▶ TASK PROMPT: Take every line from the entries below that includes the word "lane" and copy it.

[Collected data entries]
+ + +
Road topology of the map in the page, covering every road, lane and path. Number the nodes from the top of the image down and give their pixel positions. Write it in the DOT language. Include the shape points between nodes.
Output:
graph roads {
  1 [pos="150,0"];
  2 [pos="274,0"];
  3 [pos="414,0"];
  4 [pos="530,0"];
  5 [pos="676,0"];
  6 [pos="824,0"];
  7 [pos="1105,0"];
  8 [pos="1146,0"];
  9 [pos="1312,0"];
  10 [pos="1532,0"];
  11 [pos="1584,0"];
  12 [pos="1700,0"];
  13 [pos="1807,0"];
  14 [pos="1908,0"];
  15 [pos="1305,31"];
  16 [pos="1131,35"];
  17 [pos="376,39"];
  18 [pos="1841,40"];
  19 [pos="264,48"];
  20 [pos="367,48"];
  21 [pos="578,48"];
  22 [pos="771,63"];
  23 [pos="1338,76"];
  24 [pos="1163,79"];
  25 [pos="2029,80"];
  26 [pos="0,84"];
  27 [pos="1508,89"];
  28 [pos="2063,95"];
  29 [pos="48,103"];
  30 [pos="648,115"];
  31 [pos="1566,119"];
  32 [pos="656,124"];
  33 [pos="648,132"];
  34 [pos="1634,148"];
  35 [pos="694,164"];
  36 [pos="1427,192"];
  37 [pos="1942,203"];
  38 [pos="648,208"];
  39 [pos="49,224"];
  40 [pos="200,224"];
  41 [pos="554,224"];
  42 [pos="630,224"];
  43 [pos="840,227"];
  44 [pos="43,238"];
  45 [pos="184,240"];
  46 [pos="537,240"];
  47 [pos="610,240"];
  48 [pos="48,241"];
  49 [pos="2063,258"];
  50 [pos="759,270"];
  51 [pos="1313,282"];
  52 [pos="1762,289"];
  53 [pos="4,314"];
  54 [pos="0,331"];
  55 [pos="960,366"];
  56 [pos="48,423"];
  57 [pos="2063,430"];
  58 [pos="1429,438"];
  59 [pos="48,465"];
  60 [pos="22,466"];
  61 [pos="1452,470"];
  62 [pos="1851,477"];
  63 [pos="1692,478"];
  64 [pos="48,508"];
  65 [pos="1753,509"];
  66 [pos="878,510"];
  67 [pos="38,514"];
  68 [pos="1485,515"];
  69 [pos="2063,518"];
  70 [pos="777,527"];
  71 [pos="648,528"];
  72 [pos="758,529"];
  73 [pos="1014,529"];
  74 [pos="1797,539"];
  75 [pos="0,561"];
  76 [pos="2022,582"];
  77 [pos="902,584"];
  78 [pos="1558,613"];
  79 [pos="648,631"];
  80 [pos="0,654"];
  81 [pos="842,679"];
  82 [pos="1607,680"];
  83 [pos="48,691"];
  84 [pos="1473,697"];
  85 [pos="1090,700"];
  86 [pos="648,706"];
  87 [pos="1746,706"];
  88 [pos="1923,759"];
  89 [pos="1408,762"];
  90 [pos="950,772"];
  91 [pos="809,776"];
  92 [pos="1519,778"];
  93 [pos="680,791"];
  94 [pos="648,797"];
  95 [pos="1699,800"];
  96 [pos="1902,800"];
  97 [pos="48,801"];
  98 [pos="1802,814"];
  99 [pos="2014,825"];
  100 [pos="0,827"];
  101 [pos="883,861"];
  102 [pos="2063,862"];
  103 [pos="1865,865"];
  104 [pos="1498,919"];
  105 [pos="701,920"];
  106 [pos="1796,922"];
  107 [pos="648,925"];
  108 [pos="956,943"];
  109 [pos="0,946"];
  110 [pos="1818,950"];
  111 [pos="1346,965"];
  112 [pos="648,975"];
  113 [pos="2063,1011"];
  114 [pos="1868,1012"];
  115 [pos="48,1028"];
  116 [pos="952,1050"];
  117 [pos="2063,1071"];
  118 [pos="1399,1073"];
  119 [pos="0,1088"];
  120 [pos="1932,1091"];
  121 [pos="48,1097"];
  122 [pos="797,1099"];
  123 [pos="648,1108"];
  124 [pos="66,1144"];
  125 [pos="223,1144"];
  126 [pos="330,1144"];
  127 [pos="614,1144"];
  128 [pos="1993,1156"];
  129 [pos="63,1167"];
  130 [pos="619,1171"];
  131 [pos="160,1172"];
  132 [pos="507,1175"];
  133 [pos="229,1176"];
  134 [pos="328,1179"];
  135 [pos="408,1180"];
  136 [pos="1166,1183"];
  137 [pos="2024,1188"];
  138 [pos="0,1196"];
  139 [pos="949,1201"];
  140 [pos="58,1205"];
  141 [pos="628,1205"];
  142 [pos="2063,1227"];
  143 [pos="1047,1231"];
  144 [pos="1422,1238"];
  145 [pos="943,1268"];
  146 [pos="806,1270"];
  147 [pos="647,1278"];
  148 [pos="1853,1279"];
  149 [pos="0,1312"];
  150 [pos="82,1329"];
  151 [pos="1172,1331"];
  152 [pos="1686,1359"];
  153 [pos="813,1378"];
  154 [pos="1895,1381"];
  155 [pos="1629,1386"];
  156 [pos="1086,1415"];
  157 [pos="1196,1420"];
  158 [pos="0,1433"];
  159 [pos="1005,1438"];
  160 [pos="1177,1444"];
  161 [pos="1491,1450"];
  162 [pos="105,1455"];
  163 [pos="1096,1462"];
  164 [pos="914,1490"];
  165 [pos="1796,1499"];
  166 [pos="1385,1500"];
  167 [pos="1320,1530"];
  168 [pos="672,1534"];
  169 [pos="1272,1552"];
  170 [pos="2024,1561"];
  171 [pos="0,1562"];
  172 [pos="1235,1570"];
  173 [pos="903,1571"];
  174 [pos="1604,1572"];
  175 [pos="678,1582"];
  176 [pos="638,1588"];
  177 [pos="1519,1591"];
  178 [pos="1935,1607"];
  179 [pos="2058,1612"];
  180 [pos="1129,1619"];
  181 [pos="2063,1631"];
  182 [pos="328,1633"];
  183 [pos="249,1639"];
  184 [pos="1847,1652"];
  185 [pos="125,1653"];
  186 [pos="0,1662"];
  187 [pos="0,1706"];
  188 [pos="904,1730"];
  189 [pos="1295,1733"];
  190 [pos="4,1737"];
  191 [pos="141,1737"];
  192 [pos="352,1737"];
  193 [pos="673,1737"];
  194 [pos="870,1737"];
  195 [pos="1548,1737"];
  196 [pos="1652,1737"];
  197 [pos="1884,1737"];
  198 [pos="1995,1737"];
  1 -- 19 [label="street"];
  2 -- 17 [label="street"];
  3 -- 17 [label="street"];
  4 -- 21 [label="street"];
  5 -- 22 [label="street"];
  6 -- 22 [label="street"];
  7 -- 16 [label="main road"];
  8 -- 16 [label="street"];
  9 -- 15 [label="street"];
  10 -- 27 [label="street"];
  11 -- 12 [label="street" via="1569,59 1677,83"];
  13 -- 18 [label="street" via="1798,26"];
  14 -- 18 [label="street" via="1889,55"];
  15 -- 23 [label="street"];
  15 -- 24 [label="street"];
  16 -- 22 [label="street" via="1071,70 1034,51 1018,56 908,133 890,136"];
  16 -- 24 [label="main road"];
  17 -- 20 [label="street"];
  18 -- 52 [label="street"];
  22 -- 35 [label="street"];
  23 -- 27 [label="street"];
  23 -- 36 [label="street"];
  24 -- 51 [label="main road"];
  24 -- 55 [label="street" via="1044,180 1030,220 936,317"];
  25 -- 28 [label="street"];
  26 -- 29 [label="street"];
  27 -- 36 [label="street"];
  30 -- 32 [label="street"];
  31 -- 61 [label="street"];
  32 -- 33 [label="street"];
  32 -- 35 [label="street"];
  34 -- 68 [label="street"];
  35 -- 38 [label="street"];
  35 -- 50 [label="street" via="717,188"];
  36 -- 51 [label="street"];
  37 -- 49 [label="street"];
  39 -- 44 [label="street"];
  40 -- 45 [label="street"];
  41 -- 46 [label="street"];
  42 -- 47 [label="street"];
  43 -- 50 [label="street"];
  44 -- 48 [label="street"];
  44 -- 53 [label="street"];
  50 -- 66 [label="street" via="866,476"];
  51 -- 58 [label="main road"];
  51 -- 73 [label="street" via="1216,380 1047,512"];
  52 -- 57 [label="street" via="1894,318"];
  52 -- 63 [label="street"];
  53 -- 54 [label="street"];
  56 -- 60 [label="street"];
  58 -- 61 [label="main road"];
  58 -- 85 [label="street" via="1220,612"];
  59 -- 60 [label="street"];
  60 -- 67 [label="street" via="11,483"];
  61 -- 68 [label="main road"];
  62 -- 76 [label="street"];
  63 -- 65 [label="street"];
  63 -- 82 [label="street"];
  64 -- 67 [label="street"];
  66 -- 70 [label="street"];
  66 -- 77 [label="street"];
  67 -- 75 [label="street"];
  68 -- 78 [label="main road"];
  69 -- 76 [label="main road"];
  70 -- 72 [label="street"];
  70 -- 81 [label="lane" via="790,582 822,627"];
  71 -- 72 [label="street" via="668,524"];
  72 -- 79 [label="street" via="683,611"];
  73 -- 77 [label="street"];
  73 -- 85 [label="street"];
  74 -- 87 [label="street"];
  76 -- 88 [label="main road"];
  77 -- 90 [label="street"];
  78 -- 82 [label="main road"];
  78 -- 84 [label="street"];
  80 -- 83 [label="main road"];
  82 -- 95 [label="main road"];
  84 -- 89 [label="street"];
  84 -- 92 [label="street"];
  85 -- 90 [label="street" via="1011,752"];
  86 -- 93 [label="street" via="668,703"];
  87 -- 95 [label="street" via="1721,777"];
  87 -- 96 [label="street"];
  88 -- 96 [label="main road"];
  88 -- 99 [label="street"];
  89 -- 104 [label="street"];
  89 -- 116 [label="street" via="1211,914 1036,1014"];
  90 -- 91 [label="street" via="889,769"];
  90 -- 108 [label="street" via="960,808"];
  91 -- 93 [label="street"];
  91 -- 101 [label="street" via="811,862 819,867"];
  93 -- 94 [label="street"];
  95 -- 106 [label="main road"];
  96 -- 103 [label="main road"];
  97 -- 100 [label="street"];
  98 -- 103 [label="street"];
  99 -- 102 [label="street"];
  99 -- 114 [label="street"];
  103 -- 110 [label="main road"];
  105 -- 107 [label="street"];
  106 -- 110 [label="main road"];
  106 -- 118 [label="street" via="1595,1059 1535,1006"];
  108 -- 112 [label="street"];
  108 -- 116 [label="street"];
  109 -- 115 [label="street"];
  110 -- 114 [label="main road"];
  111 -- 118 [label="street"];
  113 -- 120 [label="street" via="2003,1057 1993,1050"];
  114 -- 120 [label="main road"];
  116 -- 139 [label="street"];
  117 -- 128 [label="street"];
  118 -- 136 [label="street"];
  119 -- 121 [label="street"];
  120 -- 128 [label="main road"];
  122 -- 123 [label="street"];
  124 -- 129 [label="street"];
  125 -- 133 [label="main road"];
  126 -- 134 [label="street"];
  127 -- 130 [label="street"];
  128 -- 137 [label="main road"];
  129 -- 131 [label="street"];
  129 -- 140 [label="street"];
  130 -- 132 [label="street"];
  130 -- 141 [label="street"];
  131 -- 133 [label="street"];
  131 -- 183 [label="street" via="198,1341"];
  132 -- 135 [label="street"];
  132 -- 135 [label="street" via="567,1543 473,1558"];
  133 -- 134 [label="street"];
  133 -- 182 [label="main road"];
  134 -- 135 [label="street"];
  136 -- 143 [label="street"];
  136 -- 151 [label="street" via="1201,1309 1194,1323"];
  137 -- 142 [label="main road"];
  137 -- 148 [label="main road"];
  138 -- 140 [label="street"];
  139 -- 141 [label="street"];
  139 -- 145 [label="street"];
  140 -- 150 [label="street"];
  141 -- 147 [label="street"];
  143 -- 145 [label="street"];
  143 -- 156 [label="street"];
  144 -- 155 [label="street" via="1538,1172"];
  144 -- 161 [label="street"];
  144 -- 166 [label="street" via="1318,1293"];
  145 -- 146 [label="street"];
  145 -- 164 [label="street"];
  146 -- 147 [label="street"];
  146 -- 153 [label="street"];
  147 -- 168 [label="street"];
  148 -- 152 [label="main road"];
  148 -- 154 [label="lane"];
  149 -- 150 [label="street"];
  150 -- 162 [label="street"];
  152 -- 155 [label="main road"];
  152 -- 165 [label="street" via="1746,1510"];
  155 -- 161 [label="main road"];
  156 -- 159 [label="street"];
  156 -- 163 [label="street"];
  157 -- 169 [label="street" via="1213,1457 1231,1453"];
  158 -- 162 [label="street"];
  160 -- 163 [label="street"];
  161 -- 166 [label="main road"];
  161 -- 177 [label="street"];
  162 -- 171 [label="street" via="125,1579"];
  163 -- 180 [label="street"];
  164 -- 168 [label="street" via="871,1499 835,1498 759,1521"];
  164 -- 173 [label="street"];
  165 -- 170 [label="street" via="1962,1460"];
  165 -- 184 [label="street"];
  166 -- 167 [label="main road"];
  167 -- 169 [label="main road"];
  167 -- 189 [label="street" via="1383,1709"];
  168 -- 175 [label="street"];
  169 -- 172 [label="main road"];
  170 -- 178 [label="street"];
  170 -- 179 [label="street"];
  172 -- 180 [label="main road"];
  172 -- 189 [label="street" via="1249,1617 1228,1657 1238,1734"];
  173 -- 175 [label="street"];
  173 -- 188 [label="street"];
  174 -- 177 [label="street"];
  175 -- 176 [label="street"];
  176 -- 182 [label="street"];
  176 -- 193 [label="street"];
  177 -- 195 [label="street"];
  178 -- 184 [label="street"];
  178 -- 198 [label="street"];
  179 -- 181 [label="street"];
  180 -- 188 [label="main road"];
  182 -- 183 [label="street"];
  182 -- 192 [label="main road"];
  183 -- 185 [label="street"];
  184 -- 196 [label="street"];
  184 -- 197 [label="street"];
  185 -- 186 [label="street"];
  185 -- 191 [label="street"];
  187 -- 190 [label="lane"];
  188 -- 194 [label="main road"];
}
+ + +
▶ OUTPUT:
Road topology of the map in the page, covering every road, lane and path. Number the nodes from the top of the image down and give their pixel positions. Write it in the DOT language. Include the shape points between nodes.
  70 -- 81 [label="lane" via="790,582 822,627"];
  148 -- 154 [label="lane"];
  187 -- 190 [label="lane"];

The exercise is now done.